==== EXERCISE DATA
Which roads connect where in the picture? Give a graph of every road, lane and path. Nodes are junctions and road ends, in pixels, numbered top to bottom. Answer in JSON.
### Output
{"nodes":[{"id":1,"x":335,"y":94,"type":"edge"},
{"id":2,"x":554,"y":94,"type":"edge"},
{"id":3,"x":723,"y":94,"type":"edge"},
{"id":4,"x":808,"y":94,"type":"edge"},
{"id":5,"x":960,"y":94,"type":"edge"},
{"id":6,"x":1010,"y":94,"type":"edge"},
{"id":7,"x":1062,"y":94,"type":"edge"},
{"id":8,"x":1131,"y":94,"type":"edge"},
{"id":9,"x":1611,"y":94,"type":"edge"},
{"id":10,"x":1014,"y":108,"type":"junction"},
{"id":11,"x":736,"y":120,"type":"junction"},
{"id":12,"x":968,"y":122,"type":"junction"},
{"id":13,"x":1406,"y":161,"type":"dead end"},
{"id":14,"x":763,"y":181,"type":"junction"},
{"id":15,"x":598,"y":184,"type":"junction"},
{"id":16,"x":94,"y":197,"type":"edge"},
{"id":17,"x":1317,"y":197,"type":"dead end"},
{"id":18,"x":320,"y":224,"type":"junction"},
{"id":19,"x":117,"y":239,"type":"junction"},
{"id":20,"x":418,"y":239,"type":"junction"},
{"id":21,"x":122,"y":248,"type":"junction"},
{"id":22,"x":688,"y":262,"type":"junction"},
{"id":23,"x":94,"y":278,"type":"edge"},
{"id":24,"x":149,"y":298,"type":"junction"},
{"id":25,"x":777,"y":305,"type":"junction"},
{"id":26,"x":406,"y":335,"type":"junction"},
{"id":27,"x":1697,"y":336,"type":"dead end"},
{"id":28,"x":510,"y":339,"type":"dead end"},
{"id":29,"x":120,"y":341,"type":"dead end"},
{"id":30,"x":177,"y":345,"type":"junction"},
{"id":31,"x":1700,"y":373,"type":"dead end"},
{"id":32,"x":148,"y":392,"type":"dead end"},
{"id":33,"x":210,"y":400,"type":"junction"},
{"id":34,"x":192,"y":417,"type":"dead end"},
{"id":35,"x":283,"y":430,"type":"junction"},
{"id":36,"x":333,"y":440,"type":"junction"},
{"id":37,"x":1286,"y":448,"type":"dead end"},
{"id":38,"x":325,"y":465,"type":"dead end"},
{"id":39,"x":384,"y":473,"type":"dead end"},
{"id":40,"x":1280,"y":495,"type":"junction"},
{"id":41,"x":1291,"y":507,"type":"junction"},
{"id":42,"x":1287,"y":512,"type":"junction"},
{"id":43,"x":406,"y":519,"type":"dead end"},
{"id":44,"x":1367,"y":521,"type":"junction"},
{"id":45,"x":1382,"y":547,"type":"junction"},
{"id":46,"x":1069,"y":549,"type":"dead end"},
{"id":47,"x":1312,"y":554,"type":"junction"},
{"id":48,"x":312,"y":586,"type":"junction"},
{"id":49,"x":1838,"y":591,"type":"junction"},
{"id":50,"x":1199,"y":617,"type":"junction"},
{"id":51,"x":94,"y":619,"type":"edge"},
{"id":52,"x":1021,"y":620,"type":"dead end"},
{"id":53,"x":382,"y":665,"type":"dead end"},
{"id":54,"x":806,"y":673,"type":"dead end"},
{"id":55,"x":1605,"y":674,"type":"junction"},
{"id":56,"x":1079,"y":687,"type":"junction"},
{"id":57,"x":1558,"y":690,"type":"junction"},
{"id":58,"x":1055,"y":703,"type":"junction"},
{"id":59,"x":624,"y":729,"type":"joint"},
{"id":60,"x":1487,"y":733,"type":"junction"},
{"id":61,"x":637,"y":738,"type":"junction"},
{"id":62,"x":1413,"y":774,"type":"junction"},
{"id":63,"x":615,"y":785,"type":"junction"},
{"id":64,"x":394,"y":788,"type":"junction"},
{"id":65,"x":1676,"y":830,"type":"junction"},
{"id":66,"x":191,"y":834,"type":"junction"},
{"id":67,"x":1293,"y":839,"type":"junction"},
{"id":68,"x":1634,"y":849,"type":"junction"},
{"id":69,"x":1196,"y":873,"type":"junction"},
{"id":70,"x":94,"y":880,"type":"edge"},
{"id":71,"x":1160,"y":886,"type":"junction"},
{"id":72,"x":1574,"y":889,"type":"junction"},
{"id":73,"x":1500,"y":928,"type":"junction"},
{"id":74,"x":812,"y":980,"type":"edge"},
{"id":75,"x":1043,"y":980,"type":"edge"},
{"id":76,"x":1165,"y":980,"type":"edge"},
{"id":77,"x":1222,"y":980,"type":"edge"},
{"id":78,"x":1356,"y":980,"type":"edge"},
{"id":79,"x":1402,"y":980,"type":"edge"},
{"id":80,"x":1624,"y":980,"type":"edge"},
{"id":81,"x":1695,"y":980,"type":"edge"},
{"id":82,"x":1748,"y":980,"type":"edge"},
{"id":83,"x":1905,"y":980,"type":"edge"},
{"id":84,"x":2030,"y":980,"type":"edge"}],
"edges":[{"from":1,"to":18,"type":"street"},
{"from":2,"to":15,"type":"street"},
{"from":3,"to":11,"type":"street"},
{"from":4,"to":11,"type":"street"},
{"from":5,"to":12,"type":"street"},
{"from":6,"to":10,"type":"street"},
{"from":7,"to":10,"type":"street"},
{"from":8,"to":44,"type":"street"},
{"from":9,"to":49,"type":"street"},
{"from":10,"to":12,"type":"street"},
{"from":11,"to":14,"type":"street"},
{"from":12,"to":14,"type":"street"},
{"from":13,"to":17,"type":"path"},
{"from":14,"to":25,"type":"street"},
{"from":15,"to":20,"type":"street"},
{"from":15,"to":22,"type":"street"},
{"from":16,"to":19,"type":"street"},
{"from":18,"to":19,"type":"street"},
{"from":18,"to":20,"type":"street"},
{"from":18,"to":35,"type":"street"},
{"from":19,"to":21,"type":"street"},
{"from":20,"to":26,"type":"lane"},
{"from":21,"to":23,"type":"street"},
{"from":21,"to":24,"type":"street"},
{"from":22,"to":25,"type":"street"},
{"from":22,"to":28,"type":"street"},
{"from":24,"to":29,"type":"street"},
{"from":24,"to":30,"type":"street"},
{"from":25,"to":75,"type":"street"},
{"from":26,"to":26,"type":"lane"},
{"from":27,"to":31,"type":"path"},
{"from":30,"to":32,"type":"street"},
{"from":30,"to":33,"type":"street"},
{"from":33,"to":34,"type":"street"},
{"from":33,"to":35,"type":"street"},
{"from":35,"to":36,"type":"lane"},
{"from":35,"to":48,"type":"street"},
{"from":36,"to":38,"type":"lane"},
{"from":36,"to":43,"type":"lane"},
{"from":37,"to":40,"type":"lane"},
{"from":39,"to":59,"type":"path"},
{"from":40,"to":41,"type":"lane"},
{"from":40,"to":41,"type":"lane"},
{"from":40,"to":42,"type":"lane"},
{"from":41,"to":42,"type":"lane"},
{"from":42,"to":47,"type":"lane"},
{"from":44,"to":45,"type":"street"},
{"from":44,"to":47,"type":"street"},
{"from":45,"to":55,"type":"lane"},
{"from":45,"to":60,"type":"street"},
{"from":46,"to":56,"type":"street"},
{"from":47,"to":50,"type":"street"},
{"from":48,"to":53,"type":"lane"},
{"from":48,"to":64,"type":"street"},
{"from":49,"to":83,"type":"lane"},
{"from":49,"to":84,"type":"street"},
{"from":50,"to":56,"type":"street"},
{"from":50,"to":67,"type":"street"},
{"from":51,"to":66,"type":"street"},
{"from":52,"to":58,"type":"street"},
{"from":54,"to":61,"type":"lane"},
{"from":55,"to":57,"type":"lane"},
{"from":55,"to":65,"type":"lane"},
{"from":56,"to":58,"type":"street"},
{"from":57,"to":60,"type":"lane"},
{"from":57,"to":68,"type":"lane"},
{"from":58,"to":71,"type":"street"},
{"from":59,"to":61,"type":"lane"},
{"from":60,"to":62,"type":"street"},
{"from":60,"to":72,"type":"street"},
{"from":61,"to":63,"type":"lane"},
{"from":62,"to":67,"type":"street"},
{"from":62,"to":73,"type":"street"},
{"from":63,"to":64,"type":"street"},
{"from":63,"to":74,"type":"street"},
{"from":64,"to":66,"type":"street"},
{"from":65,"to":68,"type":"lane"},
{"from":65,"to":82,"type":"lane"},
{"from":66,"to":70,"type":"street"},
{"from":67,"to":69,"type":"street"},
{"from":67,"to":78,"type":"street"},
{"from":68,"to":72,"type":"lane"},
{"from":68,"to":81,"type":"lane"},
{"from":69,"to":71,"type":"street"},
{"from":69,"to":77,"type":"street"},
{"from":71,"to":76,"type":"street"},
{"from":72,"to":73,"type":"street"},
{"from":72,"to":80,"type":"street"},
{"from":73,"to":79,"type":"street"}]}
========
*WHAT IS BEING ASKED:* Work out how many lines above have the string "path" in them, and give only the number.

*OUTPUT OF THE EXERCISE:* 4